Collected data entries:
Segment Open
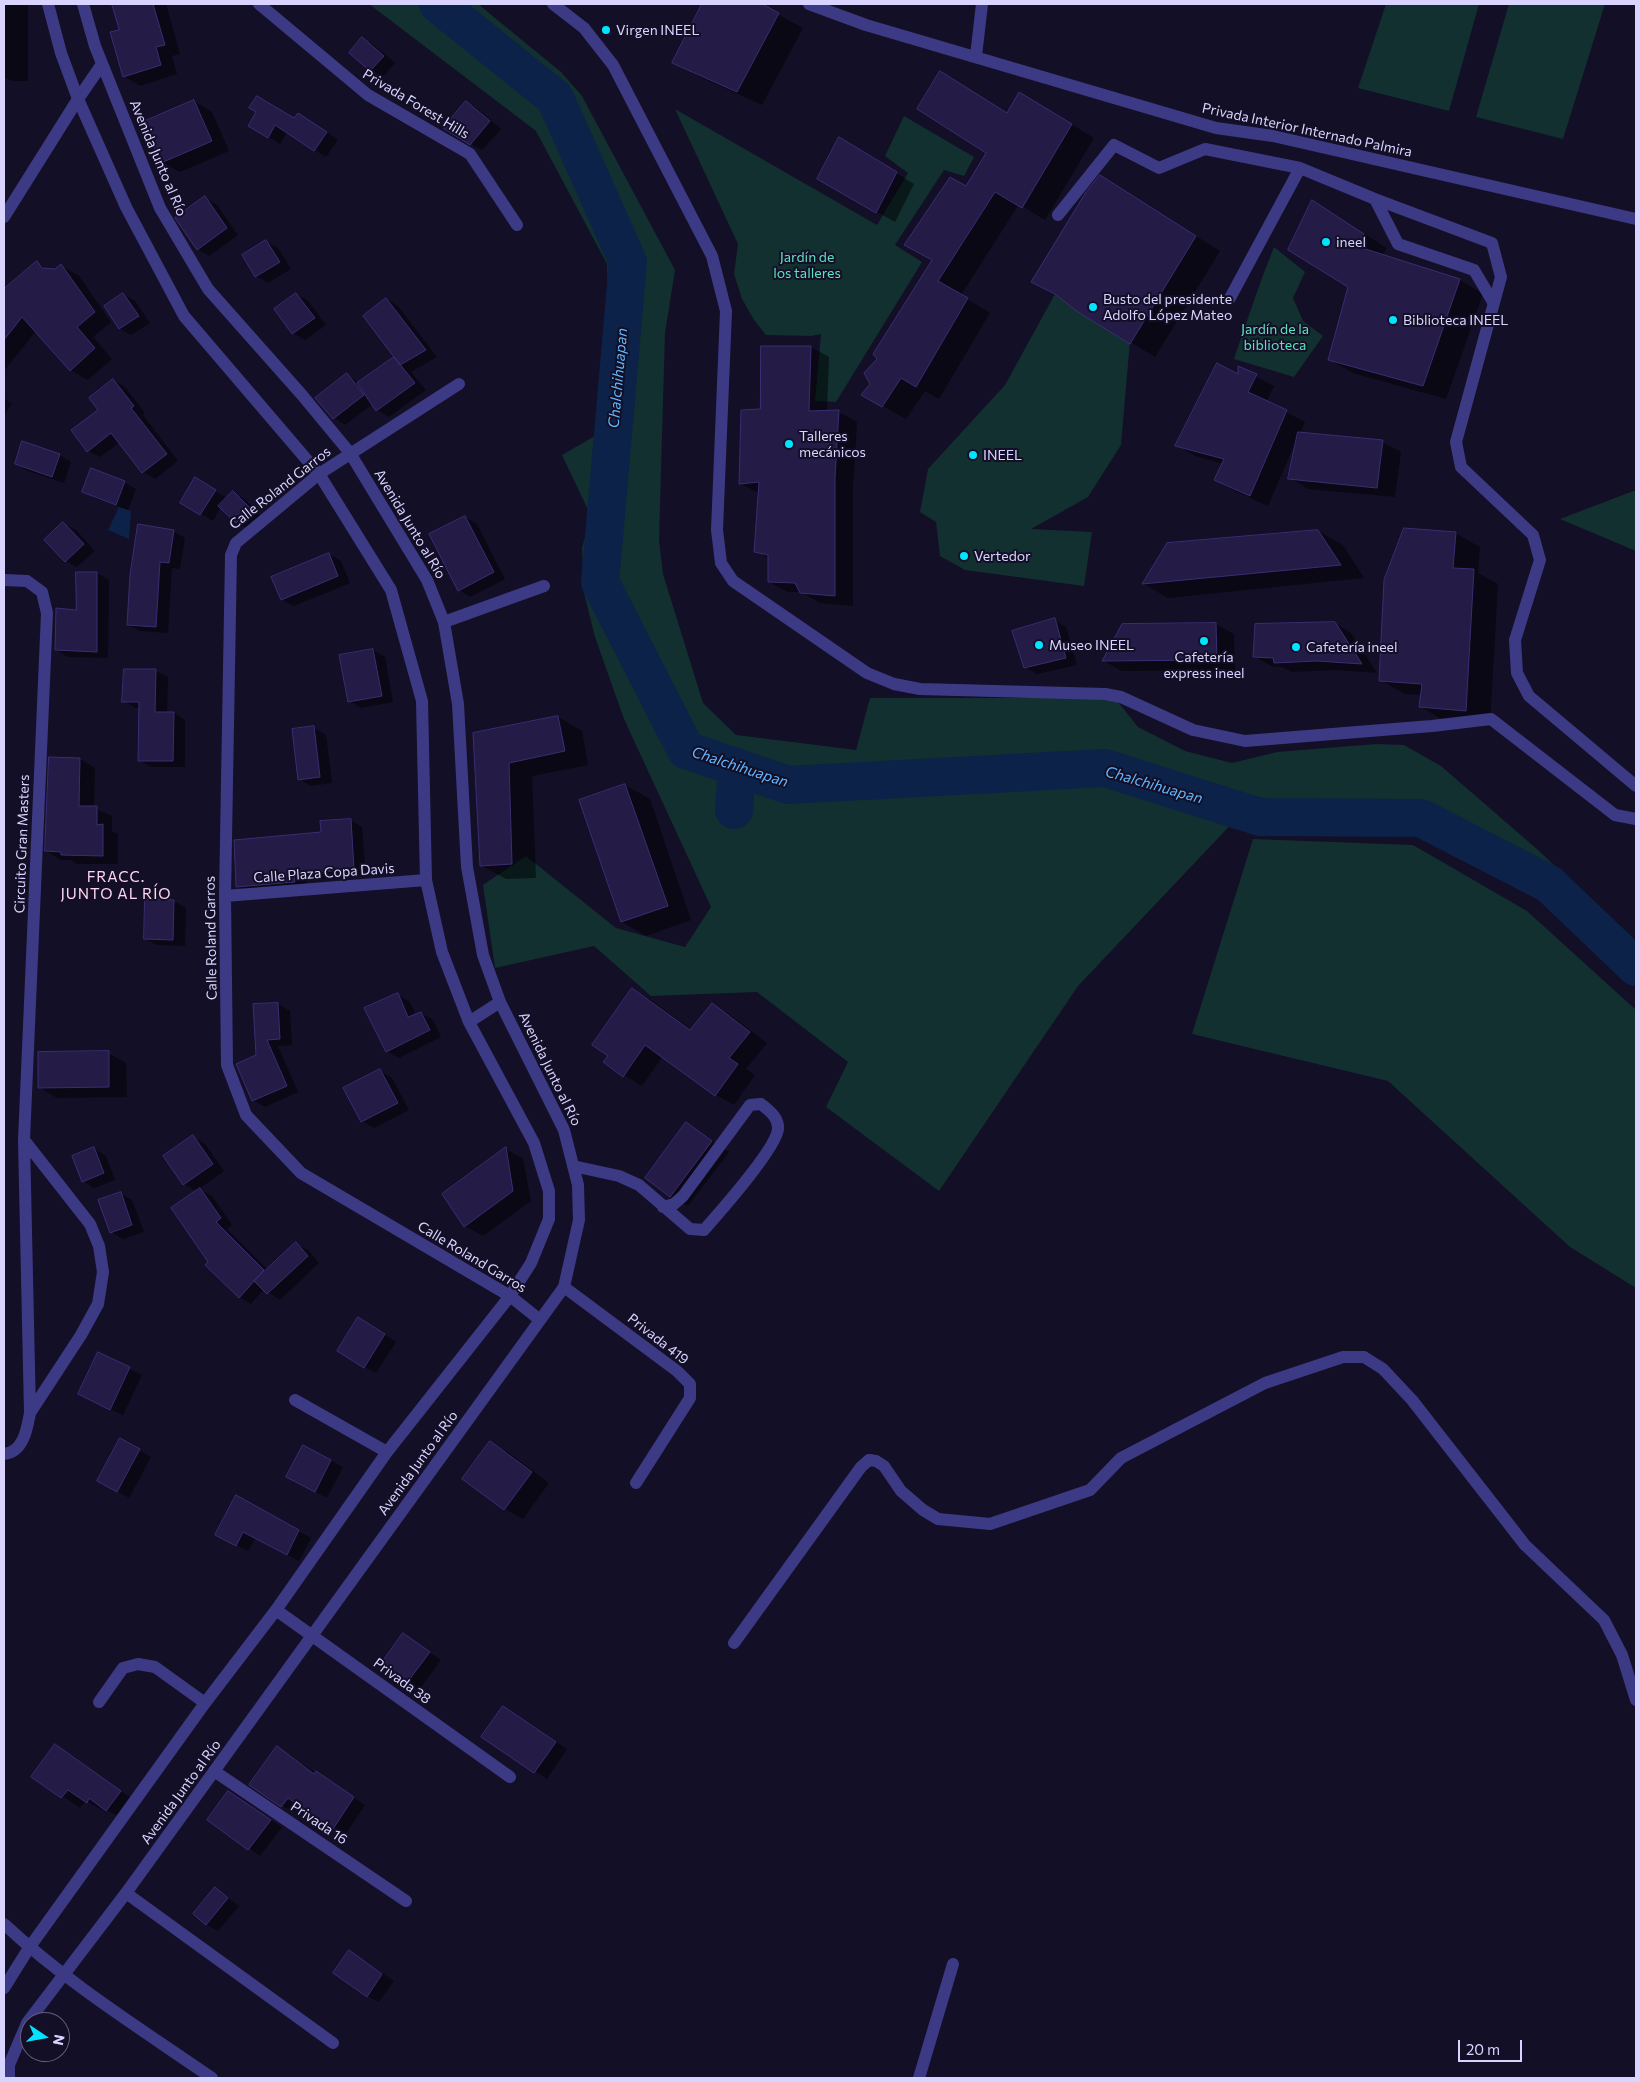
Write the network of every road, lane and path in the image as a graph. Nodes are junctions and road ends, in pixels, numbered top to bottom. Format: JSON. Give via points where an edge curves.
{"nodes":[{"id":1,"x":48,"y":4,"type":"edge"},
{"id":2,"x":83,"y":4,"type":"edge"},
{"id":3,"x":259,"y":4,"type":"edge"},
{"id":4,"x":553,"y":4,"type":"edge"},
{"id":5,"x":809,"y":4,"type":"edge"},
{"id":6,"x":982,"y":4,"type":"edge"},
{"id":7,"x":976,"y":56,"type":"junction"},
{"id":8,"x":102,"y":64,"type":"junction"},
{"id":9,"x":78,"y":99,"type":"junction"},
{"id":10,"x":1300,"y":168,"type":"junction"},
{"id":11,"x":1375,"y":199,"type":"junction"},
{"id":12,"x":1058,"y":216,"type":"dead end"},
{"id":13,"x":4,"y":217,"type":"edge"},
{"id":14,"x":1636,"y":219,"type":"edge"},
{"id":15,"x":518,"y":225,"type":"dead end"},
{"id":16,"x":1230,"y":298,"type":"dead end"},
{"id":17,"x":1494,"y":302,"type":"junction"},
{"id":18,"x":459,"y":384,"type":"dead end"},
{"id":19,"x":350,"y":453,"type":"junction"},
{"id":20,"x":319,"y":474,"type":"junction"},
{"id":21,"x":4,"y":580,"type":"edge"},
{"id":22,"x":544,"y":586,"type":"dead end"},
{"id":23,"x":444,"y":622,"type":"junction"},
{"id":24,"x":1636,"y":786,"type":"edge"},
{"id":25,"x":1636,"y":819,"type":"edge"},
{"id":26,"x":426,"y":880,"type":"junction"},
{"id":27,"x":225,"y":896,"type":"junction"},
{"id":28,"x":500,"y":1002,"type":"junction"},
{"id":29,"x":469,"y":1022,"type":"junction"},
{"id":30,"x":24,"y":1140,"type":"junction"},
{"id":31,"x":573,"y":1166,"type":"junction"},
{"id":32,"x":662,"y":1207,"type":"junction"},
{"id":33,"x":564,"y":1286,"type":"junction"},
{"id":34,"x":510,"y":1296,"type":"junction"},
{"id":35,"x":540,"y":1320,"type":"junction"},
{"id":36,"x":295,"y":1400,"type":"dead end"},
{"id":37,"x":30,"y":1412,"type":"junction"},
{"id":38,"x":387,"y":1452,"type":"junction"},
{"id":39,"x":4,"y":1454,"type":"edge"},
{"id":40,"x":636,"y":1483,"type":"dead end"},
{"id":41,"x":276,"y":1610,"type":"junction"},
{"id":42,"x":312,"y":1636,"type":"junction"},
{"id":43,"x":734,"y":1643,"type":"dead end"},
{"id":44,"x":1636,"y":1700,"type":"edge"},
{"id":45,"x":99,"y":1702,"type":"dead end"},
{"id":46,"x":205,"y":1703,"type":"junction"},
{"id":47,"x":214,"y":1771,"type":"junction"},
{"id":48,"x":510,"y":1777,"type":"dead end"},
{"id":49,"x":126,"y":1893,"type":"junction"},
{"id":50,"x":406,"y":1901,"type":"dead end"},
{"id":51,"x":4,"y":1924,"type":"edge"},
{"id":52,"x":29,"y":1948,"type":"junction"},
{"id":53,"x":953,"y":1964,"type":"dead end"},
{"id":54,"x":64,"y":1976,"type":"junction"},
{"id":55,"x":4,"y":1988,"type":"edge"},
{"id":56,"x":333,"y":2043,"type":"dead end"},
{"id":57,"x":9,"y":2078,"type":"edge"},
{"id":58,"x":212,"y":2078,"type":"edge"},
{"id":59,"x":919,"y":2078,"type":"edge"}],
"edges":[{"from":1,"to":9,"type":"street","name":"Avenida Junto al Río"},
{"from":2,"to":8,"type":"street","name":"Avenida Junto al Río"},
{"from":3,"to":15,"type":"street","name":"Privada Forest Hills","via":[[368,96],[470,154]]},
{"from":4,"to":25,"type":"street","via":[[584,28],[613,65],[712,256],[726,311],[717,530],[721,563],[733,581],[867,672],[894,684],[920,690],[1105,694],[1193,730],[1245,741],[1491,719],[1615,814]]},
{"from":5,"to":7,"type":"street","name":"Privada Interior Internado Palmira","via":[[866,25]]},
{"from":6,"to":7,"type":"street"},
{"from":7,"to":14,"type":"street","name":"Privada Interior Internado Palmira","via":[[1216,128],[1273,136]]},
{"from":8,"to":9,"type":"street"},
{"from":8,"to":19,"type":"street","name":"Avenida Junto al Río","via":[[160,208],[208,289]]},
{"from":9,"to":13,"type":"street"},
{"from":9,"to":20,"type":"street","name":"Avenida Junto al Río","via":[[126,207],[184,316]]},
{"from":10,"to":11,"type":"street"},
{"from":10,"to":12,"type":"street","via":[[1205,149],[1159,168],[1114,145]]},
{"from":10,"to":16,"type":"street"},
{"from":11,"to":17,"type":"street","via":[[1398,244],[1474,270]]},
{"from":11,"to":17,"type":"street","via":[[1492,243],[1501,277]]},
{"from":17,"to":24,"type":"street","via":[[1456,442],[1461,468],[1533,535],[1540,560],[1515,640],[1517,673],[1529,696]]},
{"from":18,"to":19,"type":"street","name":"Calle Roland Garros"},
{"from":19,"to":20,"type":"street","name":"Calle Roland Garros"},
{"from":19,"to":23,"type":"street","name":"Avenida Junto al Río","via":[[427,580]]},
{"from":20,"to":26,"type":"street","name":"Avenida Junto al Río","via":[[391,590],[422,701]]},
{"from":20,"to":27,"type":"street","name":"Calle Roland Garros","via":[[236,543],[231,555]]},
{"from":21,"to":30,"type":"street","name":"Circuito Gran Masters","via":[[27,581],[42,592],[47,613]]},
{"from":22,"to":23,"type":"street"},
{"from":23,"to":28,"type":"street","name":"Avenida Junto al Río","via":[[458,704],[467,867],[483,955]]},
{"from":26,"to":27,"type":"street","name":"Calle Plaza Copa Davis"},
{"from":26,"to":29,"type":"street","name":"Avenida Junto al Río","via":[[442,952]]},
{"from":27,"to":34,"type":"street","name":"Calle Roland Garros","via":[[227,1065],[246,1115],[301,1173]]},
{"from":28,"to":29,"type":"street"},
{"from":28,"to":31,"type":"street","name":"Avenida Junto al Río","via":[[564,1130]]},
{"from":29,"to":34,"type":"street","name":"Avenida Junto al Río","via":[[534,1143],[549,1191],[549,1219],[531,1263]]},
{"from":30,"to":37,"type":"street","name":"Circuito Gran Masters"},
{"from":30,"to":37,"type":"street","name":"Circuito Gran Masters","via":[[90,1224],[99,1246],[103,1272],[98,1304],[82,1335]]},
{"from":31,"to":32,"type":"street","via":[[619,1176],[639,1185]]},
{"from":31,"to":33,"type":"street","name":"Avenida Junto al Río","via":[[578,1185],[579,1220]]},
{"from":32,"to":32,"type":"street","via":[[690,1229],[704,1230],[734,1196],[772,1143],[778,1128],[775,1117],[761,1104],[750,1105],[683,1196],[674,1204]]},
{"from":33,"to":35,"type":"street","name":"Avenida Junto al Río"},
{"from":33,"to":40,"type":"street","name":"Privada 419","via":[[690,1384],[690,1398]]},
{"from":34,"to":35,"type":"street","name":"Calle Roland Garros"},
{"from":34,"to":38,"type":"street","name":"Avenida Junto al Río"},
{"from":35,"to":42,"type":"street","name":"Avenida Junto al Río"},
{"from":36,"to":38,"type":"street"},
{"from":37,"to":39,"type":"street","name":"Circuito Gran Masters","via":[[24,1438],[10,1453]]},
{"from":38,"to":41,"type":"street","name":"Avenida Junto al Río"},
{"from":41,"to":42,"type":"street","name":"Privada 38"},
{"from":41,"to":46,"type":"street","name":"Avenida Junto al Río"},
{"from":42,"to":47,"type":"street","name":"Avenida Junto al Río"},
{"from":42,"to":48,"type":"street","name":"Privada 38"},
{"from":43,"to":44,"type":"street","via":[[869,1460],[884,1466],[901,1491],[938,1519],[990,1524],[1090,1490],[1121,1458],[1265,1383],[1343,1357],[1364,1358],[1383,1369],[1412,1400],[1525,1545],[1604,1620],[1622,1655]]},
{"from":45,"to":46,"type":"street","via":[[123,1668],[138,1664],[155,1667]]},
{"from":46,"to":52,"type":"street","name":"Avenida Junto al Río"},
{"from":47,"to":49,"type":"street","name":"Avenida Junto al Río"},
{"from":47,"to":50,"type":"street","name":"Privada 16"},
{"from":49,"to":54,"type":"street","name":"Avenida Junto al Río"},
{"from":49,"to":56,"type":"street"},
{"from":51,"to":52,"type":"street"},
{"from":52,"to":54,"type":"street"},
{"from":52,"to":55,"type":"street","name":"Avenida Junto al Río"},
{"from":53,"to":59,"type":"street"},
{"from":54,"to":57,"type":"street","name":"Avenida Junto al Río","via":[[27,2023],[9,2065]]},
{"from":54,"to":58,"type":"street"}]}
Segment Closed
THE TASK:
Find all the lines with "Roland" in the data and copy them.

RESPONSE BOX:
{"from":18,"to":19,"type":"street","name":"Calle Roland Garros"},
{"from":19,"to":20,"type":"street","name":"Calle Roland Garros"},
{"from":20,"to":27,"type":"street","name":"Calle Roland Garros","via":[[236,543],[231,555]]},
{"from":27,"to":34,"type":"street","name":"Calle Roland Garros","via":[[227,1065],[246,1115],[301,1173]]},
{"from":34,"to":35,"type":"street","name":"Calle Roland Garros"},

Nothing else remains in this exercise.